Set down the full listing that follows, word for word.

DATA TO EXAMINE:
------------------------

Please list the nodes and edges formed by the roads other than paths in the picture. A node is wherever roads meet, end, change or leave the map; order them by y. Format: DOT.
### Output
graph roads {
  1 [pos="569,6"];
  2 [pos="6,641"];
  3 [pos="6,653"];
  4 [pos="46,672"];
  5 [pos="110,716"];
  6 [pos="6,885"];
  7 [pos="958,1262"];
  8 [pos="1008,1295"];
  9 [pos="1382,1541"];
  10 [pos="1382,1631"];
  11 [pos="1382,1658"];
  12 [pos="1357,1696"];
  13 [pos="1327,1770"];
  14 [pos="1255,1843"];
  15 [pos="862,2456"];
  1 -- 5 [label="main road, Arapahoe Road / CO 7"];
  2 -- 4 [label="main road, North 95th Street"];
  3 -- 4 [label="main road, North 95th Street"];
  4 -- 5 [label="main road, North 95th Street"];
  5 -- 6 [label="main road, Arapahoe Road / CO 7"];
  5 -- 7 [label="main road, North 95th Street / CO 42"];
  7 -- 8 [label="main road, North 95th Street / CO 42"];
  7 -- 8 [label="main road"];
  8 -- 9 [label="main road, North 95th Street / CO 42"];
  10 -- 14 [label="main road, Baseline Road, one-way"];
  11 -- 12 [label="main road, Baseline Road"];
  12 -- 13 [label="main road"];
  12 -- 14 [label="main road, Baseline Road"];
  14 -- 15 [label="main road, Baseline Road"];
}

------------------------

ANSWER BOX:
Please list the nodes and edges formed by the roads other than paths in the picture. A node is wherever roads meet, end, change or leave the map; order them by y. Format: DOT.
### Output
graph roads {
  1 [pos="569,6"];
  2 [pos="6,641"];
  3 [pos="6,653"];
  4 [pos="46,672"];
  5 [pos="110,716"];
  6 [pos="6,885"];
  7 [pos="958,1262"];
  8 [pos="1008,1295"];
  9 [pos="1382,1541"];
  10 [pos="1382,1631"];
  11 [pos="1382,1658"];
  12 [pos="1357,1696"];
  13 [pos="1327,1770"];
  14 [pos="1255,1843"];
  15 [pos="862,2456"];
  1 -- 5 [label="main road, Arapahoe Road / CO 7"];
  2 -- 4 [label="main road, North 95th Street"];
  3 -- 4 [label="main road, North 95th Street"];
  4 -- 5 [label="main road, North 95th Street"];
  5 -- 6 [label="main road, Arapahoe Road / CO 7"];
  5 -- 7 [label="main road, North 95th Street / CO 42"];
  7 -- 8 [label="main road, North 95th Street / CO 42"];
  7 -- 8 [label="main road"];
  8 -- 9 [label="main road, North 95th Street / CO 42"];
  10 -- 14 [label="main road, Baseline Road, one-way"];
  11 -- 12 [label="main road, Baseline Road"];
  12 -- 13 [label="main road"];
  12 -- 14 [label="main road, Baseline Road"];
  14 -- 15 [label="main road, Baseline Road"];
}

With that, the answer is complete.